═════ INPUT FOR THIS TASK ═════

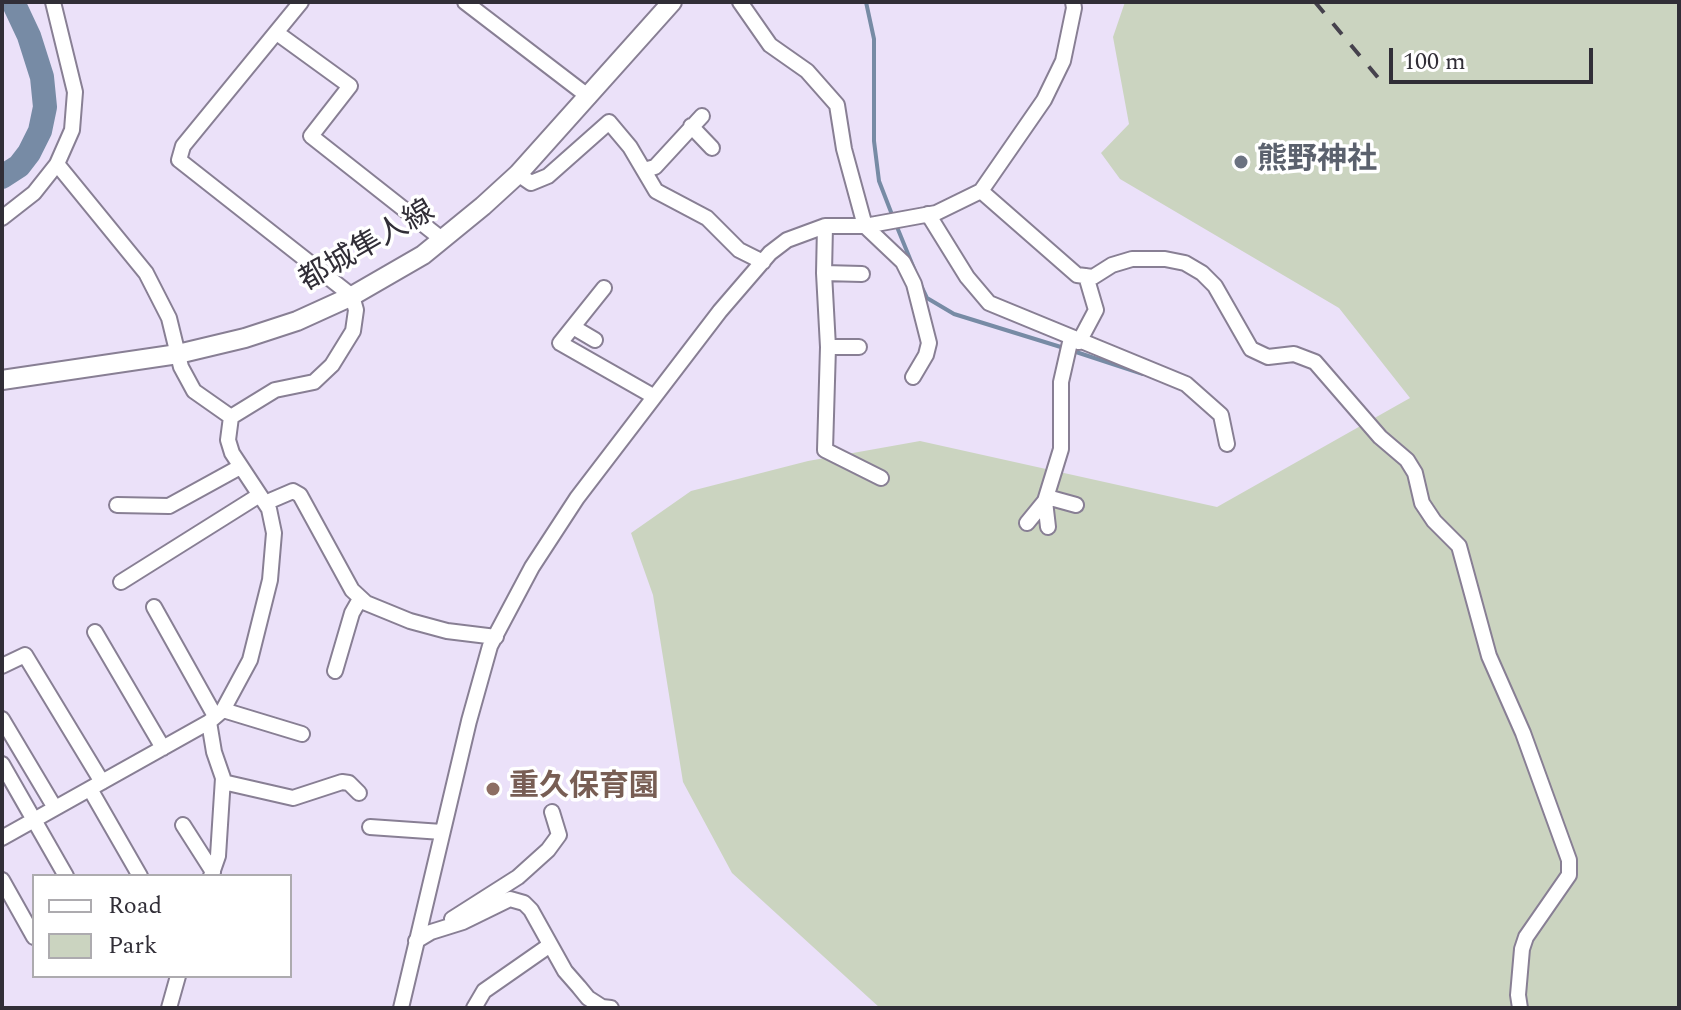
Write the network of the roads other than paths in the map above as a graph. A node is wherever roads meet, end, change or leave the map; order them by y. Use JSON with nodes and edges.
{"nodes":[{"id":1,"x":53,"y":2,"type":"edge"},
{"id":2,"x":465,"y":2,"type":"edge"},
{"id":3,"x":672,"y":2,"type":"edge"},
{"id":4,"x":740,"y":2,"type":"edge"},
{"id":5,"x":1073,"y":2,"type":"edge"},
{"id":6,"x":296,"y":4,"type":"edge"},
{"id":7,"x":277,"y":33,"type":"junction"},
{"id":8,"x":589,"y":97,"type":"junction"},
{"id":9,"x":702,"y":116,"type":"dead end"},
{"id":10,"x":691,"y":126,"type":"junction"},
{"id":11,"x":712,"y":148,"type":"dead end"},
{"id":12,"x":57,"y":164,"type":"junction"},
{"id":13,"x":644,"y":170,"type":"junction"},
{"id":14,"x":518,"y":174,"type":"junction"},
{"id":15,"x":981,"y":191,"type":"junction"},
{"id":16,"x":928,"y":214,"type":"junction"},
{"id":17,"x":2,"y":218,"type":"edge"},
{"id":18,"x":825,"y":226,"type":"junction"},
{"id":19,"x":865,"y":226,"type":"junction"},
{"id":20,"x":443,"y":240,"type":"junction"},
{"id":21,"x":763,"y":262,"type":"junction"},
{"id":22,"x":824,"y":273,"type":"junction"},
{"id":23,"x":862,"y":274,"type":"dead end"},
{"id":24,"x":1086,"y":276,"type":"junction"},
{"id":25,"x":604,"y":288,"type":"dead end"},
{"id":26,"x":352,"y":296,"type":"junction"},
{"id":27,"x":573,"y":327,"type":"junction"},
{"id":28,"x":595,"y":340,"type":"dead end"},
{"id":29,"x":1072,"y":345,"type":"junction"},
{"id":30,"x":828,"y":347,"type":"junction"},
{"id":31,"x":859,"y":347,"type":"dead end"},
{"id":32,"x":178,"y":354,"type":"junction"},
{"id":33,"x":913,"y":377,"type":"dead end"},
{"id":34,"x":2,"y":380,"type":"edge"},
{"id":35,"x":653,"y":396,"type":"junction"},
{"id":36,"x":231,"y":417,"type":"junction"},
{"id":37,"x":1227,"y":444,"type":"dead end"},
{"id":38,"x":240,"y":467,"type":"junction"},
{"id":39,"x":881,"y":478,"type":"dead end"},
{"id":40,"x":261,"y":499,"type":"junction"},
{"id":41,"x":1046,"y":499,"type":"junction"},
{"id":42,"x":117,"y":505,"type":"dead end"},
{"id":43,"x":1076,"y":505,"type":"dead end"},
{"id":44,"x":1027,"y":523,"type":"dead end"},
{"id":45,"x":1048,"y":527,"type":"dead end"},
{"id":46,"x":121,"y":582,"type":"dead end"},
{"id":47,"x":360,"y":599,"type":"junction"},
{"id":48,"x":154,"y":607,"type":"dead end"},
{"id":49,"x":95,"y":632,"type":"dead end"},
{"id":50,"x":496,"y":637,"type":"junction"},
{"id":51,"x":2,"y":666,"type":"edge"},
{"id":52,"x":335,"y":671,"type":"dead end"},
{"id":53,"x":215,"y":716,"type":"junction"},
{"id":54,"x":2,"y":719,"type":"edge"},
{"id":55,"x":302,"y":734,"type":"dead end"},
{"id":56,"x":163,"y":748,"type":"junction"},
{"id":57,"x":2,"y":764,"type":"edge"},
{"id":58,"x":223,"y":782,"type":"junction"},
{"id":59,"x":96,"y":785,"type":"junction"},
{"id":60,"x":359,"y":793,"type":"dead end"},
{"id":61,"x":55,"y":808,"type":"junction"},
{"id":62,"x":552,"y":812,"type":"dead end"},
{"id":63,"x":34,"y":820,"type":"junction"},
{"id":64,"x":183,"y":825,"type":"dead end"},
{"id":65,"x":370,"y":827,"type":"dead end"},
{"id":66,"x":442,"y":832,"type":"junction"},
{"id":67,"x":2,"y":838,"type":"edge"},
{"id":68,"x":65,"y":874,"type":"edge"},
{"id":69,"x":139,"y":874,"type":"edge"},
{"id":70,"x":212,"y":874,"type":"edge"},
{"id":71,"x":2,"y":880,"type":"edge"},
{"id":72,"x":431,"y":932,"type":"junction"},
{"id":73,"x":32,"y":933,"type":"edge"},
{"id":74,"x":416,"y":941,"type":"junction"},
{"id":75,"x":550,"y":945,"type":"junction"},
{"id":76,"x":177,"y":978,"type":"edge"},
{"id":77,"x":169,"y":1008,"type":"edge"},
{"id":78,"x":401,"y":1008,"type":"edge"},
{"id":79,"x":474,"y":1008,"type":"edge"},
{"id":80,"x":611,"y":1008,"type":"edge"},
{"id":81,"x":1520,"y":1008,"type":"edge"}],
"edges":[{"from":1,"to":12,"type":"street"},
{"from":2,"to":8,"type":"street"},
{"from":3,"to":8,"type":"main road","name":"都城隼人線"},
{"from":4,"to":19,"type":"street"},
{"from":5,"to":15,"type":"street"},
{"from":6,"to":7,"type":"street"},
{"from":7,"to":20,"type":"street"},
{"from":7,"to":26,"type":"street"},
{"from":8,"to":14,"type":"main road","name":"都城隼人線"},
{"from":9,"to":10,"type":"street"},
{"from":10,"to":11,"type":"street"},
{"from":10,"to":13,"type":"street"},
{"from":12,"to":17,"type":"street"},
{"from":12,"to":32,"type":"street"},
{"from":13,"to":14,"type":"street"},
{"from":13,"to":21,"type":"street"},
{"from":14,"to":20,"type":"main road","name":"都城隼人線"},
{"from":15,"to":16,"type":"street"},
{"from":15,"to":24,"type":"street"},
{"from":16,"to":19,"type":"street"},
{"from":16,"to":29,"type":"street"},
{"from":18,"to":19,"type":"street"},
{"from":18,"to":21,"type":"street"},
{"from":18,"to":22,"type":"street"},
{"from":19,"to":33,"type":"street"},
{"from":20,"to":26,"type":"main road","name":"都城隼人線"},
{"from":21,"to":35,"type":"street"},
{"from":22,"to":23,"type":"street"},
{"from":22,"to":30,"type":"street"},
{"from":24,"to":29,"type":"street"},
{"from":24,"to":81,"type":"street"},
{"from":25,"to":27,"type":"street"},
{"from":26,"to":32,"type":"main road","name":"都城隼人線"},
{"from":26,"to":36,"type":"street"},
{"from":27,"to":28,"type":"street"},
{"from":27,"to":35,"type":"street"},
{"from":29,"to":37,"type":"street"},
{"from":29,"to":41,"type":"street"},
{"from":30,"to":31,"type":"street"},
{"from":30,"to":39,"type":"street"},
{"from":32,"to":34,"type":"main road","name":"都城隼人線"},
{"from":32,"to":36,"type":"street"},
{"from":35,"to":50,"type":"street"},
{"from":36,"to":38,"type":"street"},
{"from":38,"to":40,"type":"street"},
{"from":38,"to":42,"type":"street"},
{"from":40,"to":46,"type":"street"},
{"from":40,"to":47,"type":"street"},
{"from":40,"to":53,"type":"street"},
{"from":41,"to":43,"type":"street"},
{"from":41,"to":44,"type":"street"},
{"from":41,"to":45,"type":"street"},
{"from":47,"to":50,"type":"street"},
{"from":47,"to":52,"type":"street"},
{"from":48,"to":53,"type":"street"},
{"from":49,"to":56,"type":"street"},
{"from":50,"to":66,"type":"street"},
{"from":51,"to":59,"type":"street"},
{"from":53,"to":55,"type":"street"},
{"from":53,"to":56,"type":"street"},
{"from":53,"to":58,"type":"street"},
{"from":54,"to":61,"type":"street"},
{"from":56,"to":59,"type":"street"},
{"from":57,"to":63,"type":"street"},
{"from":58,"to":60,"type":"street"},
{"from":58,"to":70,"type":"street"},
{"from":59,"to":61,"type":"street"},
{"from":59,"to":69,"type":"street"},
{"from":61,"to":63,"type":"street"},
{"from":62,"to":72,"type":"street"},
{"from":63,"to":67,"type":"street"},
{"from":63,"to":68,"type":"street"},
{"from":64,"to":70,"type":"street"},
{"from":65,"to":66,"type":"street"},
{"from":66,"to":74,"type":"street"},
{"from":71,"to":73,"type":"street"},
{"from":72,"to":74,"type":"street"},
{"from":72,"to":75,"type":"street"},
{"from":74,"to":78,"type":"street"},
{"from":75,"to":79,"type":"street"},
{"from":75,"to":80,"type":"street"},
{"from":76,"to":77,"type":"street"}]}
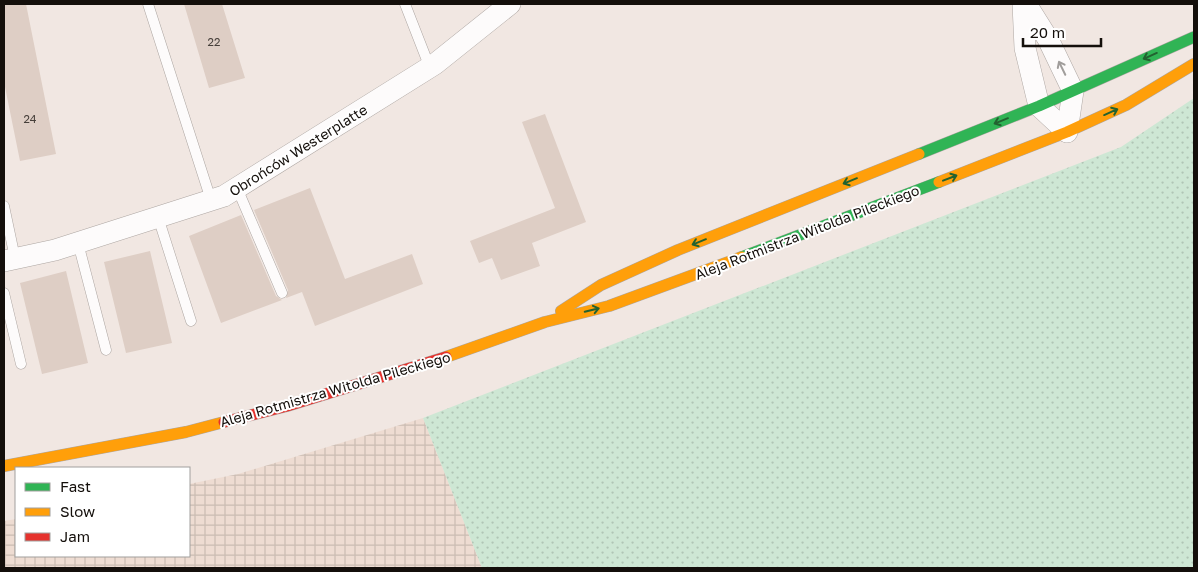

═════

If a line of the listing above contains "edges", pick it out and copy it.

## RESPONSE FOR THIS EXERCISE
Write the network of the roads other than paths in the map above as a graph. A node is wherever roads meet, end, change or leave the map; order them by y. Use JSON with nodes and edges.
"edges":[{"from":1,"to":12,"type":"street"},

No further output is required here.